**WORK TO BE COMPLETED:** Lines before the one containing "Build a routing" are to be left out; that line and every line after it, through the last line below, are to be reproduced exactly.

**RAW DATA:**

>>>

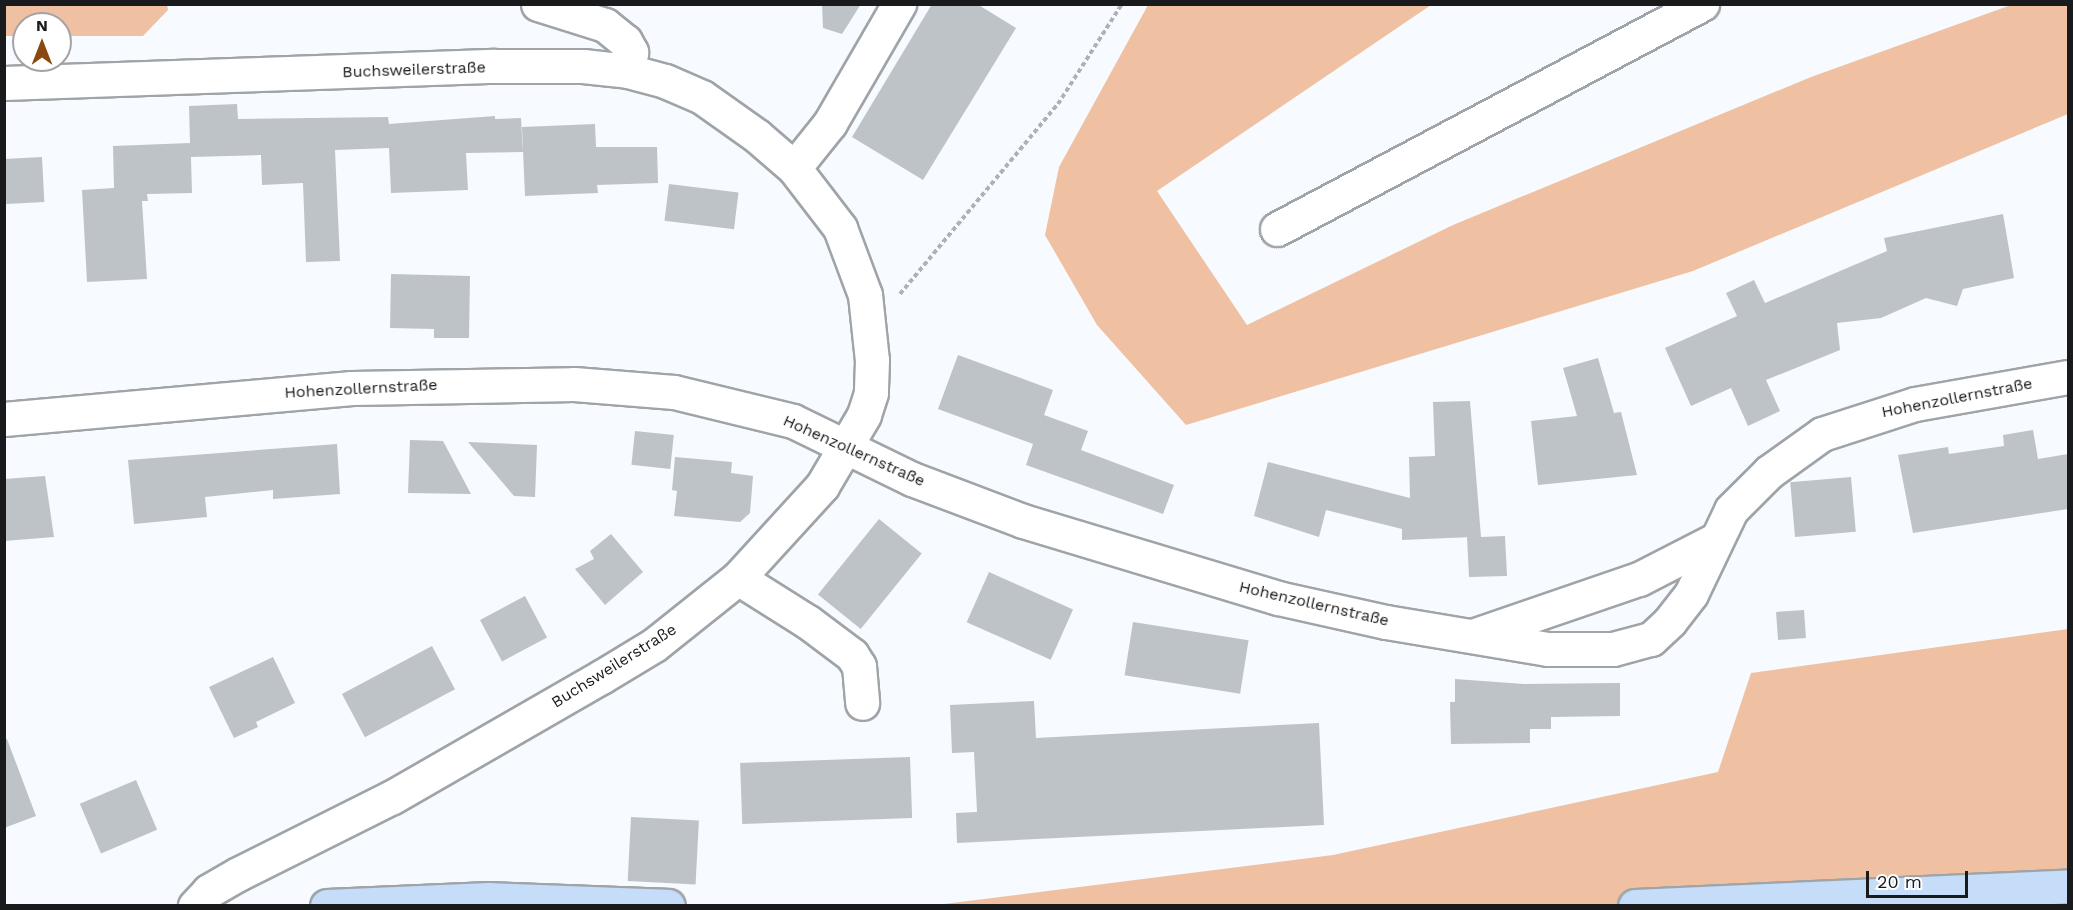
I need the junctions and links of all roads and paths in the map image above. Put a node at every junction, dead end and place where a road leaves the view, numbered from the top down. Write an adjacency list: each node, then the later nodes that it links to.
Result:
1 (538, 4): 5 (street)
2 (899, 4): 7 (street)
3 (1122, 4): 9 (path)
4 (1702, 4): 8 (street)
5 (628, 71): 6 (street, Buchsweilerstraße); 7 (street, Buchsweilerstraße)
6 (4, 83)
7 (794, 168): 9 (street, Buchsweilerstraße)
8 (1277, 229)
9 (870, 328): 12 (street, Buchsweilerstraße)
10 (2068, 377): 13 (street, Hohenzollernstraße)
11 (4, 419): 12 (street, Hohenzollernstraße)
12 (849, 447): 14 (street, Buchsweilerstraße); 15 (street, Hohenzollernstraße)
13 (1715, 540): 15 (street); 15 (street, Hohenzollernstraße)
14 (738, 578): 16 (street); 18 (street, Buchsweilerstraße)
15 (1470, 637)
16 (862, 704)
17 (2068, 886): 21 (main road)
18 (195, 906)
19 (327, 906): 20 (main road)
20 (668, 906)
21 (1635, 906)

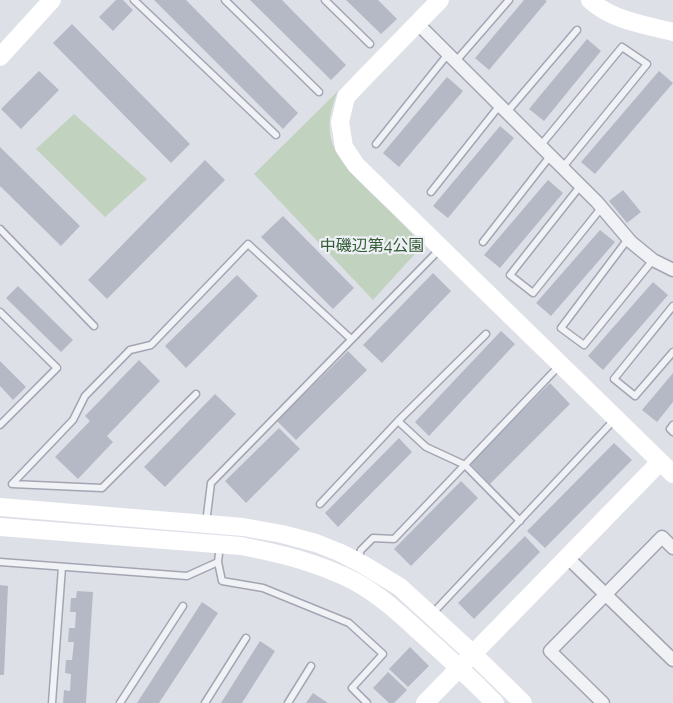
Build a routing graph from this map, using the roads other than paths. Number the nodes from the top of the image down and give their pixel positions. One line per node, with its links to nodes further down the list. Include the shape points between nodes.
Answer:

<<<

**EXERCISE OUTPUT:**
Build a routing graph from this map, using the roads other than paths. Number the nodes from the top of the image down and give their pixel positions. One line per node, with its links to nodes further down the list. Include the shape points between nodes.
Answer:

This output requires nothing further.